Rao Krishnamurthy N, Kumaran Desigan, Binz Thomas, Swaminathan Subramanyam
Brookhaven National Laboratory, Biology Department, Upton, NY 11973, USA.
Toxicon. 2005 Jun 1;45(7):929-39. doi: 10.1016/j.toxicon.2005.02.032. Epub 2005 Apr 13.
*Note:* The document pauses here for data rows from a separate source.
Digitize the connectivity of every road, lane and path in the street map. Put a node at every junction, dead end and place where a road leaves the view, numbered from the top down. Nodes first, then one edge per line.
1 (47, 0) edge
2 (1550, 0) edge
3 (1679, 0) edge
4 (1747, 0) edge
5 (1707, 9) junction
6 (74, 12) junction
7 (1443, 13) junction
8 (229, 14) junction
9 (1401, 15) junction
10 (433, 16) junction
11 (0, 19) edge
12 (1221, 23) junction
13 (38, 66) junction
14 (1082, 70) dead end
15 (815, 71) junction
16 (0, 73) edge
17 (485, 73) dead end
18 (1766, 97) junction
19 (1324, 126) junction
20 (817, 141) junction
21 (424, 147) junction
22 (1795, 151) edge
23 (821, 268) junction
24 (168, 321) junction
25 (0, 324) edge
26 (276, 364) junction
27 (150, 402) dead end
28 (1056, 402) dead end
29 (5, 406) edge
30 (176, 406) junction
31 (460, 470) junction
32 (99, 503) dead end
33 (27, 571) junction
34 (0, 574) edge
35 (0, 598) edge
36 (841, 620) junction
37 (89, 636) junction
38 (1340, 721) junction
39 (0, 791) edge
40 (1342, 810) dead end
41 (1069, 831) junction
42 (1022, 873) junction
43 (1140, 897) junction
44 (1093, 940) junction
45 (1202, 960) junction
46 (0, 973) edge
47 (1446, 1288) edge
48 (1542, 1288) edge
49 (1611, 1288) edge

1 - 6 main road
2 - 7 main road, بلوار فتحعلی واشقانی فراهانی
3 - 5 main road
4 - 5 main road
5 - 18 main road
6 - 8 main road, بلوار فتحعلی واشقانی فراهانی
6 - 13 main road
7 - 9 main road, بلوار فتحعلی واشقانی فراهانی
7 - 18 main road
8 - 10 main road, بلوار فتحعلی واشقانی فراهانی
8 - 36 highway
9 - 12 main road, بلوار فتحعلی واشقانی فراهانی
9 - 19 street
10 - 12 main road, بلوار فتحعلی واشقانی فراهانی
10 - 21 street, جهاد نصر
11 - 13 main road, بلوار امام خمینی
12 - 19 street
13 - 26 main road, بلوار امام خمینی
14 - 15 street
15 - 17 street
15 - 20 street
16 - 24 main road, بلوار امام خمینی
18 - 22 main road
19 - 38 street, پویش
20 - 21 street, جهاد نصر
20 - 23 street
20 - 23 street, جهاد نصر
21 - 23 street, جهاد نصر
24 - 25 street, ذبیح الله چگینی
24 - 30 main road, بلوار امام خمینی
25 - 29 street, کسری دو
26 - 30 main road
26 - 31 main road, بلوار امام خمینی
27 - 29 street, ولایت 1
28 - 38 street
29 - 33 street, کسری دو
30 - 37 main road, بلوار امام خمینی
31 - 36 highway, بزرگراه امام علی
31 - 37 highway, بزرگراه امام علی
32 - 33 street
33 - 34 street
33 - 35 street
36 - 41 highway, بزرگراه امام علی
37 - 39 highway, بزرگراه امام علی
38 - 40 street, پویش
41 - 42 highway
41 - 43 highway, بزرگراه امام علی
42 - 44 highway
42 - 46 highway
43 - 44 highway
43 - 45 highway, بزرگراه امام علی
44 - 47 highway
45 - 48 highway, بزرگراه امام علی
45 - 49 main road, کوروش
Clostridium neurotoxins, comprising the tetanus neurotoxin and the seven antigenically distinct botulinum neurotoxins (BoNT/A-G), are among the known most potent bacterial protein toxins to humans. Although they have similar function, sequences and three-dimensional structures, the substrate specificity and the selectivity of peptide bond cleavage are different and unique. Tetanus and botulinum type B neurotoxins enzymatically cleave the same substrate, vesicle-associated membrane protein, at the same peptide bond though the optimum length of substrate peptide required for cleavage by them is different. Here, we present the first experimentally determined three-dimensional structure of the catalytic domain of tetanus neurotoxin and analyze its active site. The structure provides insight into the active site of tetanus toxin's proteolytic activity and the importance of the nucleophilic water and the role of the zinc ion. The probable reason for different modes of binding of vesicle-associated membrane protein to botulinum neurotoxin type B and the tetanus toxin is discussed. The structure provides a basis for designing a novel recombinant vaccine or structure-based drugs for tetanus.
梭菌神经毒素,包括破伤风神经毒素和七种抗原性不同的肉毒杆菌神经毒素(BoNT/A - G),是已知对人类毒性最强的细菌蛋白毒素之一。尽管它们具有相似的功能、序列和三维结构,但底物特异性和肽键裂解的选择性却不同且独特。破伤风神经毒素和B型肉毒杆菌神经毒素在相同的肽键处酶解相同的底物——囊泡相关膜蛋白,不过它们裂解所需的底物肽最佳长度不同。在此,我们展示了破伤风神经毒素催化结构域首个通过实验确定的三维结构,并分析了其活性位点。该结构揭示了破伤风毒素蛋白水解活性的活性位点、亲核水的重要性以及锌离子的作用。文中还讨论了囊泡相关膜蛋白与B型肉毒杆菌神经毒素和破伤风毒素结合方式不同的可能原因。该结构为设计新型破伤风重组疫苗或基于结构的药物提供了依据。